7. ODD Behavior: Refusal to comply—

Examples:

• “You can’t make me.”
• “What are you going to do about it?”

When children say, “You can’t make me,” they are asserting their control and challenging yours. They are silently hoping that the teacher will rise to the challenge and try to control them. Like it or not, they are right. Teachers can’t make anyone do anything against her/his will.

These children are also upping the ante—challenging teachers to come up with some consequence that will mean something to them. The “test” is to show teachers their own powerlessness, and these children will often laugh in the face of any consequences teachers might use, even if at a later time they might wish they hadn’t.

Teacher’s Strategy: Agreement—

You can consciously choose to avoid getting into a power struggle. You might generally agree with the child by saying something like, “You are absolutely right. I can’t make you. The only person who can control you is you. I hope you make a good decision for yourself.”
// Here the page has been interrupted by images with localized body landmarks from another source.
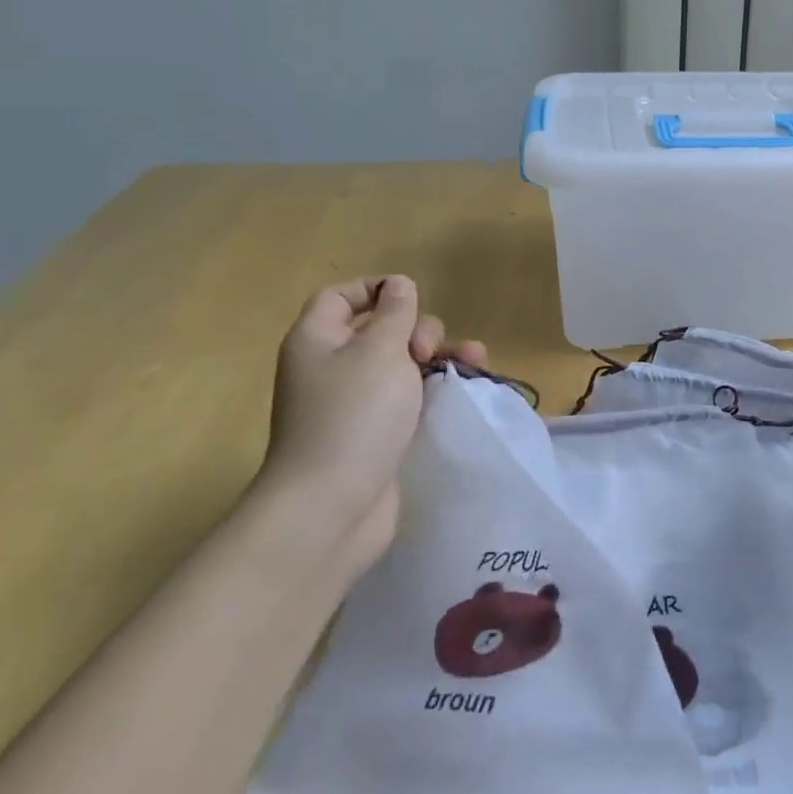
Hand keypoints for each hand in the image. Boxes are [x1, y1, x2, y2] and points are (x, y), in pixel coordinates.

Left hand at [260, 276, 485, 579]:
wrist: (332, 508)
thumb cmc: (353, 416)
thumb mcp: (380, 350)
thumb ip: (395, 313)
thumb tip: (399, 285)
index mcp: (317, 340)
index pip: (340, 297)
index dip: (375, 289)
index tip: (412, 296)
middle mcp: (331, 368)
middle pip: (379, 329)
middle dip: (416, 329)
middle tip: (427, 351)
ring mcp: (354, 404)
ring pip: (402, 364)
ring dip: (438, 356)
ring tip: (475, 360)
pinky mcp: (376, 434)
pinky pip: (408, 398)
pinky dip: (435, 388)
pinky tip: (468, 386)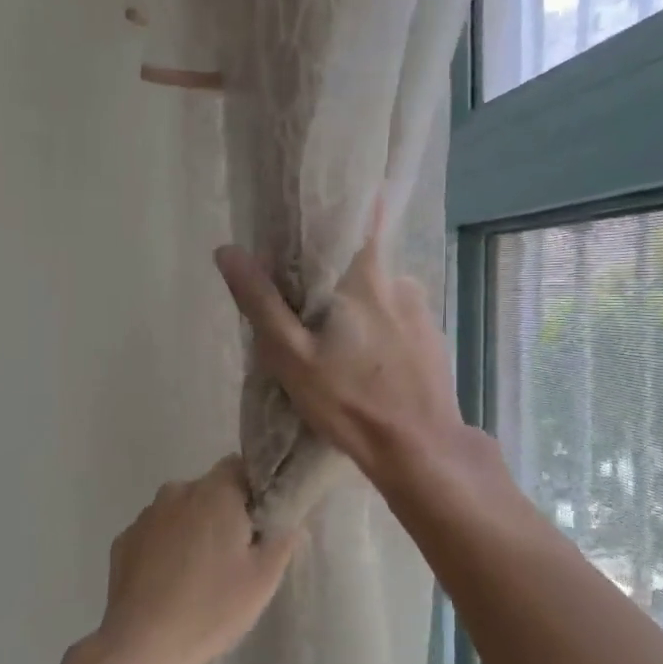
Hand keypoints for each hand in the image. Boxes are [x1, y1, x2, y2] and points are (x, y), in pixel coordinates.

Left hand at [55, 457, 301, 663]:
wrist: (142, 647)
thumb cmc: (212, 607)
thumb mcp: (264, 578)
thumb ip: (282, 538)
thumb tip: (287, 518)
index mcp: (215, 492)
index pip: (240, 465)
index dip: (255, 487)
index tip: (262, 519)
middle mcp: (177, 492)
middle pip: (210, 489)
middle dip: (225, 511)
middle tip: (238, 553)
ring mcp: (145, 516)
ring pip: (181, 510)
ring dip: (194, 529)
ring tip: (202, 573)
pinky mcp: (123, 541)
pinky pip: (156, 533)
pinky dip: (166, 547)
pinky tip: (171, 583)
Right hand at [214, 205, 467, 497]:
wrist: (421, 449)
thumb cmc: (351, 402)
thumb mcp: (292, 356)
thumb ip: (261, 302)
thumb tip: (228, 251)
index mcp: (366, 276)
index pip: (359, 218)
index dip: (336, 214)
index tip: (311, 227)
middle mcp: (400, 281)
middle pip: (361, 263)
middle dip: (336, 279)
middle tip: (312, 314)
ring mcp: (423, 311)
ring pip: (380, 295)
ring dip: (360, 309)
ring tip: (341, 349)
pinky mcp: (434, 338)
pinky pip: (399, 320)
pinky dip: (382, 332)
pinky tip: (371, 366)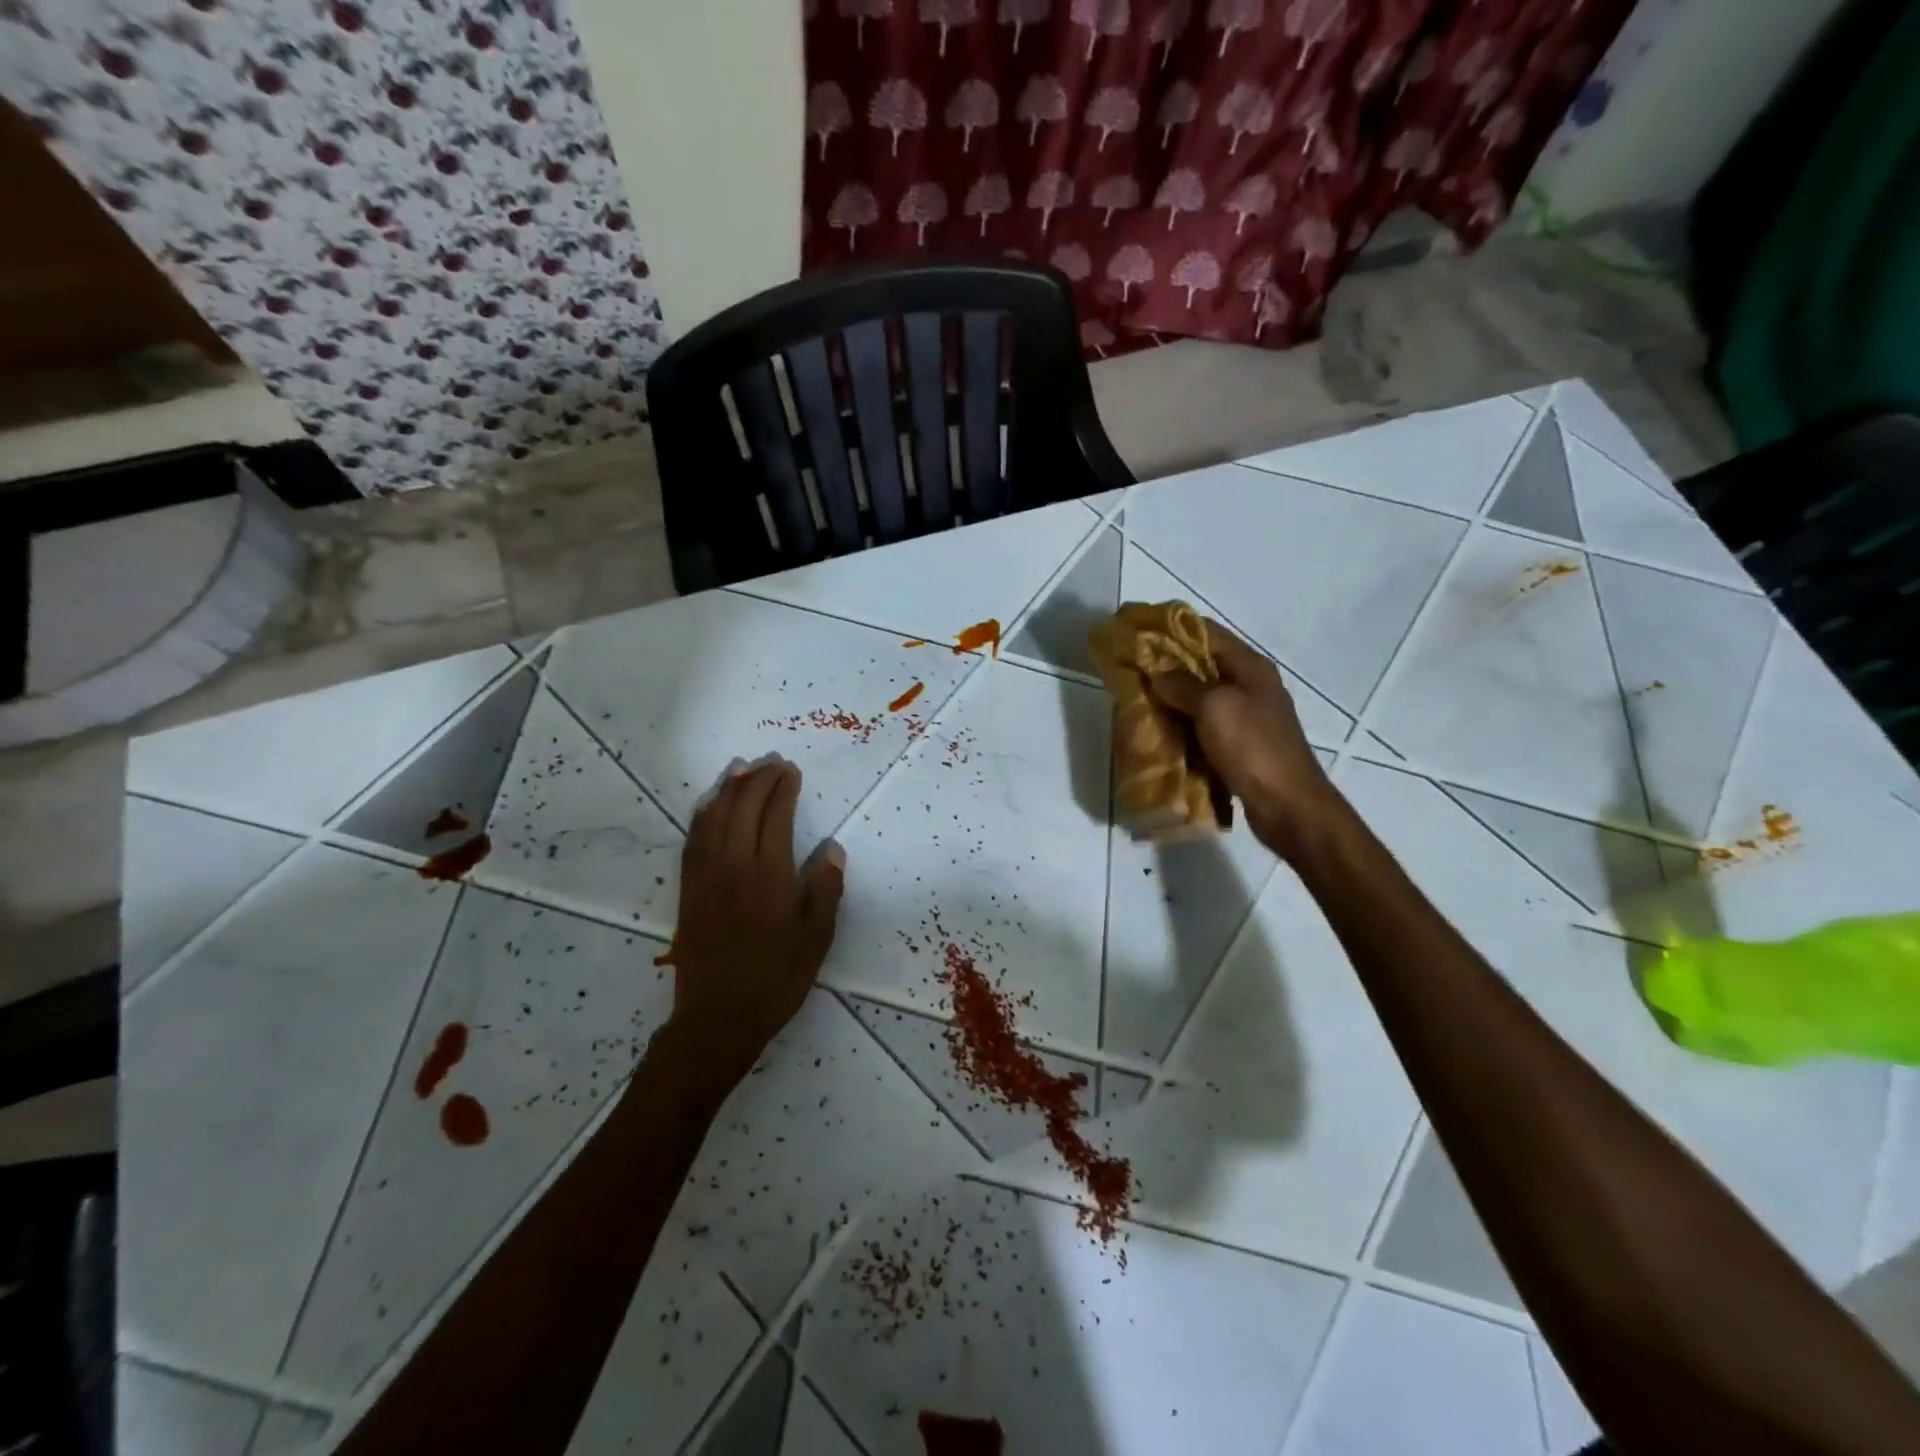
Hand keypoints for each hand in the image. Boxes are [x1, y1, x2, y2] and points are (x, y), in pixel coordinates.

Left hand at [667, 759, 845, 1090]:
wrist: (717, 1018)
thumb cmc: (775, 978)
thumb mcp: (816, 938)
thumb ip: (825, 889)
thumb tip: (831, 848)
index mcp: (768, 874)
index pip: (775, 816)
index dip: (783, 789)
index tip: (791, 771)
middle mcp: (733, 865)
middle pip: (742, 808)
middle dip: (758, 780)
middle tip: (772, 762)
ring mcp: (705, 876)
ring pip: (713, 818)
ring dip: (727, 789)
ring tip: (740, 769)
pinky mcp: (688, 890)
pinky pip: (692, 840)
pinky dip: (702, 814)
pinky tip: (709, 805)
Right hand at [1148, 619, 1343, 858]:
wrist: (1288, 805)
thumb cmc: (1253, 747)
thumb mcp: (1215, 707)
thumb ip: (1182, 684)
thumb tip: (1155, 671)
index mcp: (1249, 667)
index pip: (1206, 633)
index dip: (1170, 628)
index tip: (1136, 629)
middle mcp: (1250, 686)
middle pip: (1201, 665)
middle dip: (1165, 666)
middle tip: (1129, 668)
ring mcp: (1246, 718)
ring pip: (1200, 698)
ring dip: (1170, 699)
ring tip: (1135, 700)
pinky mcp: (1239, 746)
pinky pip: (1202, 727)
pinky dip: (1181, 726)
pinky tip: (1157, 732)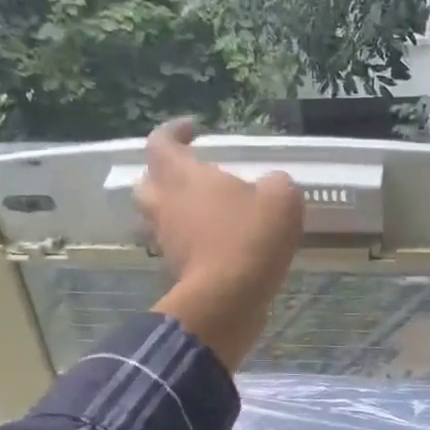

Children who ask, “What are you going to do about it?” are not so much interested in your answer as they are in trying to prove how incapable you are of controlling their behavior. A good response to this question might be, “You are trying to decide if it’s worth it for you. That lets me know that you are in control and are choosing whether or not to behave. That means you’re also choosing to accept whatever the consequences are.”

Note: Rarely, if ever, tell the child what the consequences will be, because (a) it generally doesn’t make a difference to them, and (b) vague consequences can serve to keep them emotionally off balance. Children who are oppositional don’t like uncertainty, and they are often more likely to make a decision to control their behavior if they don’t know what will happen. You could say, “Because you are telling me you’re in control, and it sounds like you’re just trying to see what will happen, is it worth it for you to act-up just to see what the outcome will be?”